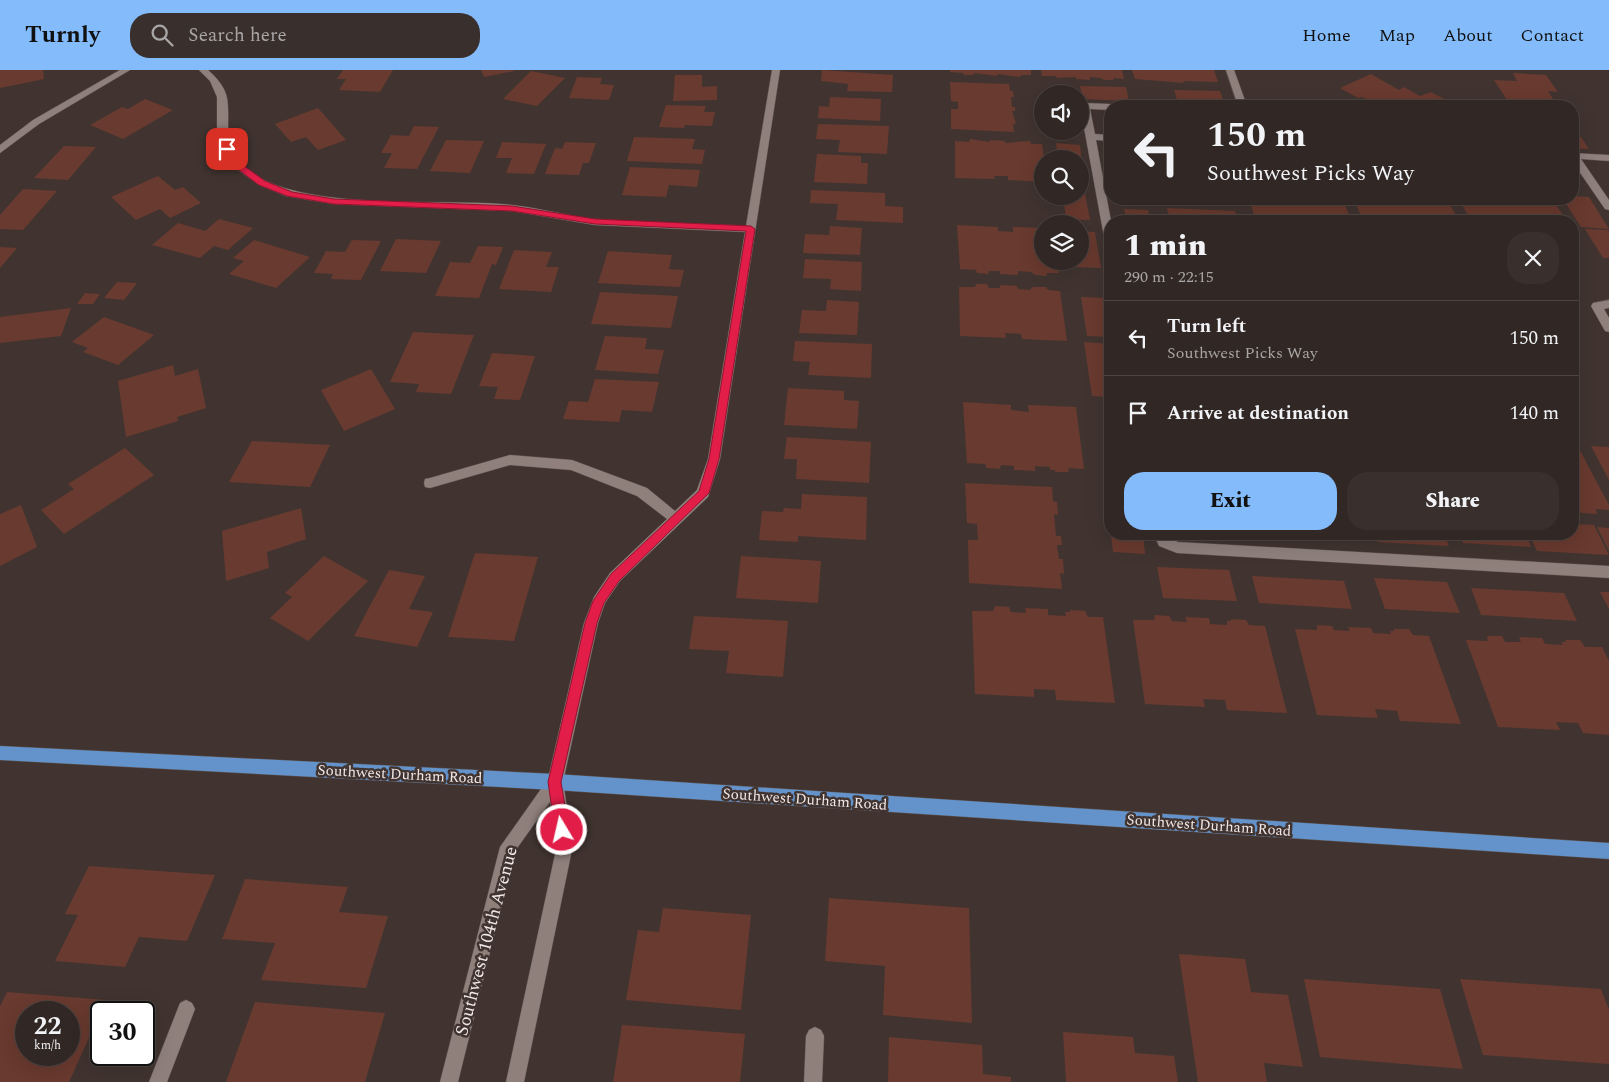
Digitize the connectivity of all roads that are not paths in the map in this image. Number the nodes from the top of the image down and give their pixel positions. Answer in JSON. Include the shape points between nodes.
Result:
{"nodes":[{"id":1,"x":126,"y":70,"type":"edge"},
{"id":2,"x":203,"y":70,"type":"edge"},
{"id":3,"x":776,"y":70,"type":"edge"},
{"id":4,"x":1230,"y":70,"type":"edge"},
{"id":5,"x":1241,"y":100,"type":"edge"},
{"id":6,"x":1104,"y":107,"type":"edge"},
{"id":7,"x":1091,"y":137,"type":"junction"},
{"id":8,"x":1104,"y":138,"type":"edge"},
{"id":9,"x":0,"y":150,"type":"edge"},
{"id":10,"x":1579,"y":156,"type":"edge"},
{"id":11,"x":1609,"y":158,"type":"edge"},
{"id":12,"x":1579,"y":163,"type":"edge"},
{"id":13,"x":1104,"y":185,"type":"edge"},
{"id":14,"x":1609,"y":207,"type":"edge"},
{"id":15,"x":751,"y":229,"type":"junction"},
{"id":16,"x":1609,"y":304,"type":"edge"},
{"id":17,"x":1609,"y":328,"type":"edge"},
{"id":18,"x":430,"y":483,"type":"dead end"},
{"id":19,"x":676,"y":519,"type":"junction"},
{"id":20,"x":1163,"y":540,"type":"edge"},
{"id":21,"x":1609,"y":572,"type":"edge"},
{"id":22,"x":0,"y":753,"type":"edge"},
{"id":23,"x":555,"y":782,"type":"junction"},
{"id":24,"x":1609,"y":851,"type":"edge"},
{"id":25,"x":186,"y":1008,"type":"dead end"},
{"id":26,"x":815,"y":1036,"type":"dead end"},
{"id":27,"x":158,"y":1082,"type":"edge"},
{"id":28,"x":449,"y":1082,"type":"edge"},
{"id":29,"x":515,"y":1082,"type":"edge"},
{"id":30,"x":812,"y":1082,"type":"edge"}],
"edges":[{"from":1,"to":9,"type":"street","via":[[36,122]]},
{"from":2,"to":15,"type":"street","via":[[214,80],[222,97],[222,132],[237,165],[262,183],[290,194],[334,201],[512,208],[595,222]]},
{"from":3,"to":15,"type":"street","name":"Southwest 104th Avenue"},
{"from":4,"to":5,"type":"street"},
{"from":6,"to":7,"type":"street","via":[[1085,106]]},
{"from":7,"to":8,"type":"street"},
{"from":7,"to":13,"type":"street"},
{"from":10,"to":11,"type":"street"},
{"from":12,"to":14,"type":"street"},
{"from":15,"to":19,"type":"street","name":"Southwest 104th Avenue","via":[[714,459],[703,493]]},
{"from":16,"to":17,"type":"street","via":[[1597,306]]},
{"from":18,"to":19,"type":"street","via":[[510,460],[572,465],[642,492]]},
{"from":19,"to":23,"type":"street","name":"Southwest 104th Avenue","via":[[615,577],[599,601],[591,623]]},
{"from":20,"to":21,"type":"street","via":[[1177,548]]},
{"from":22,"to":23,"type":"main road","name":"Southwest Durham Road"},
{"from":23,"to":24,"type":"main road","name":"Southwest Durham Road"},
{"from":23,"to":28,"type":"street","name":"Southwest 104th Avenue","via":[[508,847]]},
{"from":23,"to":29,"type":"street","name":"Southwest 104th Avenue","via":[[564,845]]},
{"from":25,"to":27,"type":"street"},
{"from":26,"to":30,"type":"street"}]}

------------------------------

YOUR INSTRUCTIONS =>
On how many lines of the material does the word "name" appear? Reply with the number alone.

RESPONSE TO THIS TASK =>
7